**Work item**:
Give the entries again exactly. Skip the pictures.
● ● ● ●
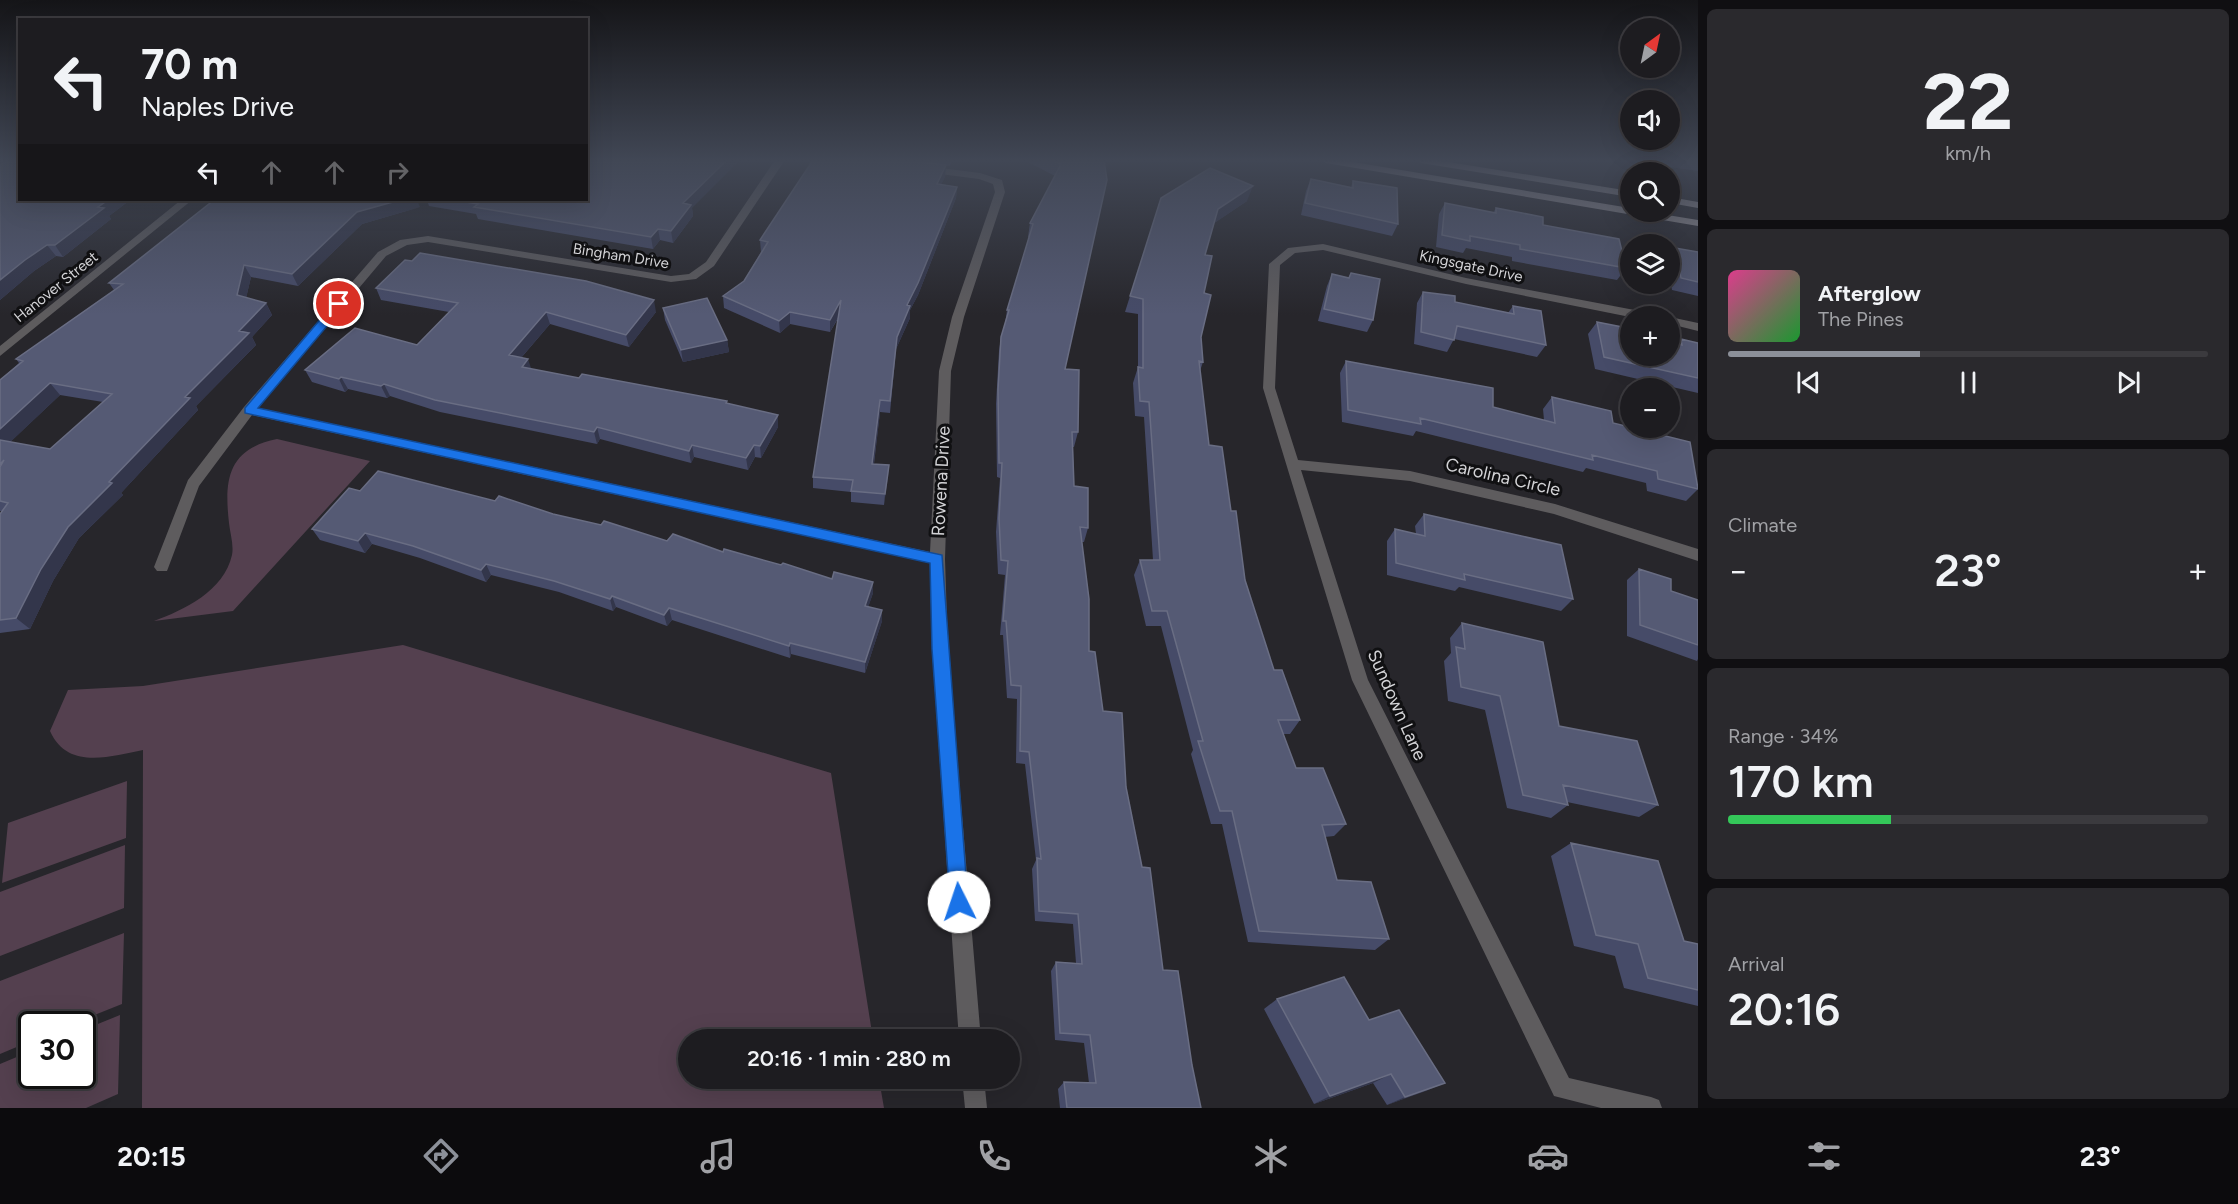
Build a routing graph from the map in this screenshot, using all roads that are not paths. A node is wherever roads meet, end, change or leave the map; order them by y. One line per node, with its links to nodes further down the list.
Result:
1 (173, 212): 10 (street, Hanover Street)
2 (745, 212): 11 (street, Bingham Drive)
3 (993, 212): 14 (street, Rowena Drive)
4 (1627, 212): 5 (main road)
5 (1698, 224)
6 (1292, 250): 7 (street, Kingsgate Drive); 12 (street, Sundown Lane)
7 (1620, 311)
8 (1680, 323): 9 (street)
9 (1698, 327)
10 (0, 352)
11 (249, 411): 14 (street); 15 (street)
12 (1292, 464): 13 (street, Carolina Circle); 19 (street, Sundown Lane)
13 (1698, 555)
14 (937, 559): 16 (street, Rowena Drive)
15 (162, 567)
16 (969, 1029)
17 (974, 1089): 18 (street)
18 (976, 1108)
19 (1651, 1108)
● ● ● ●
**The answer**:
Build a routing graph from the map in this screenshot, using all roads that are not paths. A node is wherever roads meet, end, change or leave the map; order them by y. One line per node, with its links to nodes further down the list.
Result:
1 (173, 212): 10 (street, Hanover Street)
2 (745, 212): 11 (street, Bingham Drive)
3 (993, 212): 14 (street, Rowena Drive)
4 (1627, 212): 5 (main road)
5 (1698, 224)
6 (1292, 250): 7 (street, Kingsgate Drive); 12 (street, Sundown Lane)
7 (1620, 311)
8 (1680, 323): 9 (street)
9 (1698, 327)
10 (0, 352)
11 (249, 411): 14 (street); 15 (street)
12 (1292, 464): 13 (street, Carolina Circle); 19 (street, Sundown Lane)
13 (1698, 555)
14 (937, 559): 16 (street, Rowena Drive)
15 (162, 567)
16 (969, 1029)
17 (974, 1089): 18 (street)
18 (976, 1108)
19 (1651, 1108)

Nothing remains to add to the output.